Reviews

Men Should Weep (Glasgow)

Carefuly presented like something unearthed from the rubble of a demolished Glasgow tenement, Ena Lamont Stewart‘s Men Should Weep is an emotionally powerful and economically timely production: debunking of the myth of “the good old days”, it dredges up the miserable realities of poverty, disease and Depression in our city’s past and the invaluable friendships which helped our close ancestors to survive.

Graham McLaren has developed a fascinating snapshot of Scottish cities in the thirties, helped in no small part by Stewart’s still relevant and still funny script. Colin Richmond‘s crowded tenement house design is claustrophobic, a keenly observed and immaculately preserved museum piece which both shines and stinks in its exquisite decay. Furthermore, the piece is presented in Scots, as is “richt”, and fuelled by compassionate, indomitable women who would just have as soon thrown you a jelly sandwich when you tummy was empty as “skelpt yer erse fur nae washin’ th’ close”.

And such women! Deacon Blue’s Lorraine M McIntosh is excellent as mother Maggie, fraying with a subtlety which progressively worsens as she steals rare moments of happiness from amongst the ruins around her. As her sister Lily, Julie Wilson Nimmo is the spirit of the game old Glasgow spinster, bitter as she is benevolent, whilst Ann Scott-Jones‘s hilarious, morose and morbidly-obsessed Granny takes a bitingly recognisable pleasure in her joyfully joyless Scottishness.

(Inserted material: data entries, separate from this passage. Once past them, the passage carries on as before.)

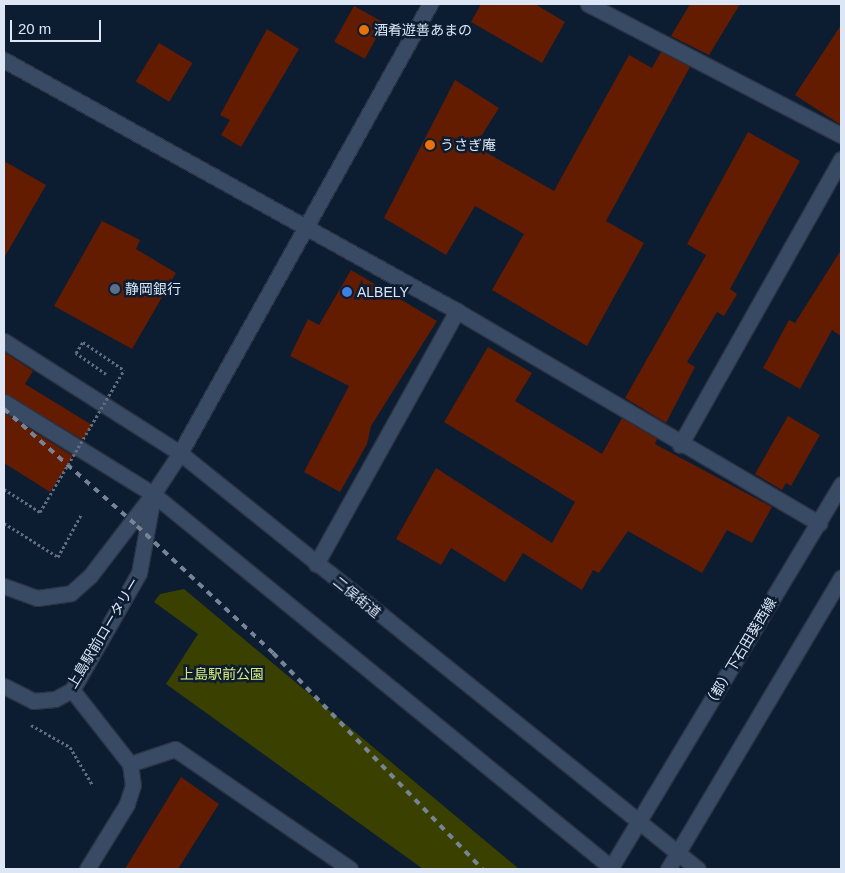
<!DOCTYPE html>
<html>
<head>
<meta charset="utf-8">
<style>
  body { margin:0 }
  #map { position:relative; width:845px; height:873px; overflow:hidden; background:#0c1c31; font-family:Helvetica,"Noto Sans JP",sans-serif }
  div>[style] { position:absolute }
  .green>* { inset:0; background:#3a4100 }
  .building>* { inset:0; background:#641c00; transform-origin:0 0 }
  .path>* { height:3px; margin-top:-1.5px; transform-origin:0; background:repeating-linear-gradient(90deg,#5f6d7f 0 2.5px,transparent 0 5px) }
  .roads { filter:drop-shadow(1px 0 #2c3344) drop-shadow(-1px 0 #2c3344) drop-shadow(0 1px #2c3344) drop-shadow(0 -1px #2c3344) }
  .minor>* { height:15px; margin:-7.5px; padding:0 7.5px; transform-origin:7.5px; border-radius:7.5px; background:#394b64 }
  .rail>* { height:4px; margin-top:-2px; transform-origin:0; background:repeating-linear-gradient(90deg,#778496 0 6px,transparent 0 12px) }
  .path-bridge>* { height:3px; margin-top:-1.5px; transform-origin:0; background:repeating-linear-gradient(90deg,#5f6d7f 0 2.5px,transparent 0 5px) }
  .dots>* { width:14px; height:14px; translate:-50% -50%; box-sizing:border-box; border:2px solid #0c1c31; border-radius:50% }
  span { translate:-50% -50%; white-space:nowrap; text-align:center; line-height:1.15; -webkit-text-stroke:5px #0c1c31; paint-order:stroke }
  .poi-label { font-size:14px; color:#dce6f5 }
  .left { translate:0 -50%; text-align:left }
  .street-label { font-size:14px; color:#dce6f5 }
  .park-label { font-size:14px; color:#daec7b }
  .frame { position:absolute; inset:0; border:5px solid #dce6f5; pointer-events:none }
  .scale { position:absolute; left:10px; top:20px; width:91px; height:22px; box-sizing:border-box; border:2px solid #dce6f5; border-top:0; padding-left:6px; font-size:15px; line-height:18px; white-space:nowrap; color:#dce6f5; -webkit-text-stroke:4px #0c1c31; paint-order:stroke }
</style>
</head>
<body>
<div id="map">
  <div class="green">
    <div style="clip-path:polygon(184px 589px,519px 869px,423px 869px,166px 684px,198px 634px,154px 602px,160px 594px)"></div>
  </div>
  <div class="building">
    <div style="clip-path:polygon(481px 4px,535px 4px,565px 22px,542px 63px,471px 22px)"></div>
    <div style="clip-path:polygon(690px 4px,740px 4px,709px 55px,671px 36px)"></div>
    <div style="left:354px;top:6px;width:35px;height:41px;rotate:29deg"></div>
    <div style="clip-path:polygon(841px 25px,841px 125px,795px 95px)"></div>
    <div style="clip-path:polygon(267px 29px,299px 49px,241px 147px,221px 135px,230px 120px,220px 115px)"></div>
    <div style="left:159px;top:43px;width:39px;height:45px;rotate:31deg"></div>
    <div style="clip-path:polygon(661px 52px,690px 67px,606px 221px,644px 243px,587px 346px,492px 290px,524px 234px,475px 206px,446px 255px,384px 218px,455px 80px,499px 108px,475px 146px,554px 191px,629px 55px,652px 68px)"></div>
    <div style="clip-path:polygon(748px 132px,800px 161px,730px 289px,737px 294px,724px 316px,717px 312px,687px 362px,695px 367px,666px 423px,625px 398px,706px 255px,687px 244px)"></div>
    <div style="clip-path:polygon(4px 161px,46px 185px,4px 258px)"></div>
    <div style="clip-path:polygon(102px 221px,140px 240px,136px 249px,176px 273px,132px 349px,54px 306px)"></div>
    <div style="clip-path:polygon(841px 250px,841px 336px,832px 330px,800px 389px,763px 368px,789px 320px,795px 323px)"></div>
    <div style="clip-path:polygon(351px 270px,437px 321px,371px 426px,367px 444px,340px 492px,304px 472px,349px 386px,290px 356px,308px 319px,319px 325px)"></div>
    <div style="clip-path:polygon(488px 347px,532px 373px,515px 401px,602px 454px,622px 418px,657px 439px,655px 444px,772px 507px,752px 543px,727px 530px,702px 573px,628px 531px,599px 573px,593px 570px,582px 590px,523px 553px,505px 582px,451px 548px,441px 565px,396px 539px,436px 468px,552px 543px,575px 502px,444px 422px)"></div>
    <div style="clip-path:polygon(4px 352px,33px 371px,25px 384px,92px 425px,83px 440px,4px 393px)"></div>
    <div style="clip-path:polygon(4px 413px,73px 456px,50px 492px,4px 463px)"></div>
    <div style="clip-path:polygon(788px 416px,820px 435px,791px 486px,786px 483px,782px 490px,755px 474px)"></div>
    <div style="clip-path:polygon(181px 777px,219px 804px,178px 869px,125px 869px)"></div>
  </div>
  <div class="path">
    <div style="left:106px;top:374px;width:37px;rotate:-145deg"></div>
    <div style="left:76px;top:353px;width:13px;rotate:-58deg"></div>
    <div style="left:83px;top:342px;width:50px;rotate:34.3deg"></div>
    <div style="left:4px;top:489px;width:43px;rotate:32.6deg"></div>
    <div style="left:4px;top:523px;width:64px;rotate:32.2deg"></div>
    <div style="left:58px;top:557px;width:48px;rotate:-61.3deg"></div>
    <div style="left:31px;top:725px;width:45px;rotate:29.4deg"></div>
    <div style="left:70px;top:747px;width:43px;rotate:59.3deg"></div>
  </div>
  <div class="roads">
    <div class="minor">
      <div style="left:588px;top:4px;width:285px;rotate:27.4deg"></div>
      <div style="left:4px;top:60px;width:518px;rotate:28.99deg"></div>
      <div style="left:457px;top:311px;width:420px;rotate:30.4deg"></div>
      <div style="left:4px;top:341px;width:209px;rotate:32.5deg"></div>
      <div style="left:180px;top:453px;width:664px;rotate:38.77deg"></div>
      <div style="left:4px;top:402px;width:175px;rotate:31.7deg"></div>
      <div style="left:153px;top:494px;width:593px;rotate:39.19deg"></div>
      <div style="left:680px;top:445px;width:328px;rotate:-60.6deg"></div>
      <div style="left:316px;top:564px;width:290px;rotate:-60.9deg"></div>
      <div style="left:4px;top:586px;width:35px;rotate:20deg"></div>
      <div style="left:37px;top:598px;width:34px;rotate:-8deg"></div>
      <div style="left:71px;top:593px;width:25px;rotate:-42deg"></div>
      <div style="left:90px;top:576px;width:103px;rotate:-52.5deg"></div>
      <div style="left:153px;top:494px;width:49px;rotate:-56.6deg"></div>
      <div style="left:180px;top:453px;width:514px;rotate:-60.89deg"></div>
      <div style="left:4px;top:686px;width:33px;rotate:27deg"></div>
      <div style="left:33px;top:701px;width:22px;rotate:-5deg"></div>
      <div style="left:55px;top:699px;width:19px;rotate:-28deg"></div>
      <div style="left:72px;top:690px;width:135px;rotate:-60.2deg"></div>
      <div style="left:139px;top:573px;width:78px;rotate:-79.7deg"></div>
      <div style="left:72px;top:690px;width:94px;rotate:51.9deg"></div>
      <div style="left:130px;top:764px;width:21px;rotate:82deg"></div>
      <div style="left:133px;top:785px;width:20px;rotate:108deg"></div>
      <div style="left:127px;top:804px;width:76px;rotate:121.6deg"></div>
      <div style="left:130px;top:764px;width:47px;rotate:-18.4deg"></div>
      <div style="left:175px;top:749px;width:212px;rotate:34.4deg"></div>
      <div style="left:610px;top:869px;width:449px;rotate:-59deg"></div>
      <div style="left:668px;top:869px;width:339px;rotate:-59.3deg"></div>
    </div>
  </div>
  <div class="rail">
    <div style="left:4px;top:409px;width:177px;rotate:41.3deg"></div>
    <div style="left:137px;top:526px;width:186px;rotate:43deg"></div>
    <div style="left:273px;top:653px;width:301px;rotate:45.9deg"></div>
  </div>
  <div class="path-bridge">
    <div style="left:40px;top:512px;width:165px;rotate:-59.4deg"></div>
  </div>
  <div class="dots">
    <div style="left:364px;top:30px;background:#e8710a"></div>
    <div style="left:430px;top:145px;background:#e8710a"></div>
    <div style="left:115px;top:289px;background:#5c6f8a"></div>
    <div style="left:347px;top:292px;background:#3f7fe0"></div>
  </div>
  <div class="poi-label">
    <span class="left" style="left:374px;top:30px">酒肴遊善あまの</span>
    <span class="left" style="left:440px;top:145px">うさぎ庵</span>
    <span class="left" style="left:125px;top:289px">静岡銀行</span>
    <span class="left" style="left:357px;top:292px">ALBELY</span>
  </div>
  <div class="street-label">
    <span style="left:357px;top:597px;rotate:39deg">二俣街道</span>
    <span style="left:103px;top:633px;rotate:-59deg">上島駅前ロータリー</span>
    <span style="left:740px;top:653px;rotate:-59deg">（都）下石田葵西線</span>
  </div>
  <div class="park-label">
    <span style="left:222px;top:674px">上島駅前公園</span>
  </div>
  <div class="frame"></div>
  <div class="scale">20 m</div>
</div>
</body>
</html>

The men of the piece hold their own well. As John, the blindly proud patriarch of the family, Michael Nardone is excellent, carefully finding the character’s frustrations without losing sight of his vulnerability. Kevin Guthrie, too, finds the physical, frightening masculinity which makes men clench their fists instead of searching their hearts.

Not in recent times has a production so cleverly exposed modern Glasgow by tapping into our shared sense of cultural history. Men should weep: for so many of our grandparents, the good old days never happened. This production shows that things have not changed as much as we would like to think. Like a frightened but hardened child peeking through an ajar door, McLaren’s production lays bare the domestic dramas of our past before throwing the door open and letting its fury flow from within.